● **Directions for this task**: Use the entries below and reproduce exactly the lines from the one containing "ring pip: (222, 221)" down to the one containing "middle mcp: (251, 266)", both of them included.

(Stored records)
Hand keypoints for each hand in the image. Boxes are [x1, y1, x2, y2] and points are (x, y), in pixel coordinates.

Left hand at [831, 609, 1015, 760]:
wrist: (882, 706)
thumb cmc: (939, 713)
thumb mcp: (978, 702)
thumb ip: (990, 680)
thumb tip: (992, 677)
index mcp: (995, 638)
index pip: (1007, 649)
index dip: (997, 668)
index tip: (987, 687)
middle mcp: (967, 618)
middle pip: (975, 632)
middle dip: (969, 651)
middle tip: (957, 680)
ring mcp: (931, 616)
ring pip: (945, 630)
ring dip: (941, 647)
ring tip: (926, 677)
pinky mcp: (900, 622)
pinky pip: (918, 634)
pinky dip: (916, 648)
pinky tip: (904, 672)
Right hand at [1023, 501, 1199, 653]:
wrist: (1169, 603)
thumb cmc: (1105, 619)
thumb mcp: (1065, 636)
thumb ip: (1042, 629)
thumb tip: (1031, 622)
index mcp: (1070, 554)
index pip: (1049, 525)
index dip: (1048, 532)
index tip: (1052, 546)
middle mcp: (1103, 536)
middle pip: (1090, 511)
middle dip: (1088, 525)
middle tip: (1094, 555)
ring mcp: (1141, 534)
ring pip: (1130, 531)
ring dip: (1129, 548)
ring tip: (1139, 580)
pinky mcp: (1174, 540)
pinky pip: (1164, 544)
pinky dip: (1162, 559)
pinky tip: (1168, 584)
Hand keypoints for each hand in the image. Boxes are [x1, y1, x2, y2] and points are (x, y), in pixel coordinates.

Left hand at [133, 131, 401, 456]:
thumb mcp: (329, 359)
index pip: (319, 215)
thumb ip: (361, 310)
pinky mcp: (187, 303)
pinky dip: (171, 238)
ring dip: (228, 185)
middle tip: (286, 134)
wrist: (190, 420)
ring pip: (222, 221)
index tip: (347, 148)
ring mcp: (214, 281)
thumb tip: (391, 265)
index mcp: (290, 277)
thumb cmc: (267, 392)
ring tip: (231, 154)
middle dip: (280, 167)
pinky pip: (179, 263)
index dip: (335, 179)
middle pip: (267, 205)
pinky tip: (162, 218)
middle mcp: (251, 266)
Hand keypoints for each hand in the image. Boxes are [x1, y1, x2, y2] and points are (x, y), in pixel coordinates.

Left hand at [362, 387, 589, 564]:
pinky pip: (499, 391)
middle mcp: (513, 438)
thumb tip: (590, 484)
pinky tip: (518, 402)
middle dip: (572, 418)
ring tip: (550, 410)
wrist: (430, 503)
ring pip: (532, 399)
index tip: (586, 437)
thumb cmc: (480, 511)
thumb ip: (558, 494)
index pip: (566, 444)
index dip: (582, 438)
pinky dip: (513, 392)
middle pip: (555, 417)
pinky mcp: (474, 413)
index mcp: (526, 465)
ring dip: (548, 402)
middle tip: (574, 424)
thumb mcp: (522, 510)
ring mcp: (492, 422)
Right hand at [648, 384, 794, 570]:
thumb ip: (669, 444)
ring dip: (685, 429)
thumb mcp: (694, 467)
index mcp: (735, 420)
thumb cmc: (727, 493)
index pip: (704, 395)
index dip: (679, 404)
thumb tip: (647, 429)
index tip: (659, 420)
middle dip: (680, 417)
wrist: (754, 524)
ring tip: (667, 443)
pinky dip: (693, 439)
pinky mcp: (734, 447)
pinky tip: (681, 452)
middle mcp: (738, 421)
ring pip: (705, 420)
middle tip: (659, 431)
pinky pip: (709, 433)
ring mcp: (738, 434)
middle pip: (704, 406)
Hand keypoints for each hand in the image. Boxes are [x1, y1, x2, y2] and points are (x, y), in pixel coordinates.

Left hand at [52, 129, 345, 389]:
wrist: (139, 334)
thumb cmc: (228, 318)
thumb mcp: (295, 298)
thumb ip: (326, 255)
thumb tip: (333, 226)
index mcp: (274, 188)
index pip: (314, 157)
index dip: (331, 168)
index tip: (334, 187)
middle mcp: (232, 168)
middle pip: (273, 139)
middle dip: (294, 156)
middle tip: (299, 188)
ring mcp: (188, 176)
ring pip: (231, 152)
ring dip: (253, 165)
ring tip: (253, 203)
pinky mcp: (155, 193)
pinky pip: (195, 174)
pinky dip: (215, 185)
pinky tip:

● **Your response**:
ring pip: (222, 221)
index tip: (347, 148)
ring mcp: (214, 281)
thumb tip: (391, 265)
index mcp: (290, 277)
thumb cmc: (267, 392)
ring tip: (231, 154)
middle dip: (280, 167)
pinky pip: (179, 263)
index dip: (335, 179)
middle pip: (267, 205)
pinky tip: (162, 218)
middle mcp: (251, 266)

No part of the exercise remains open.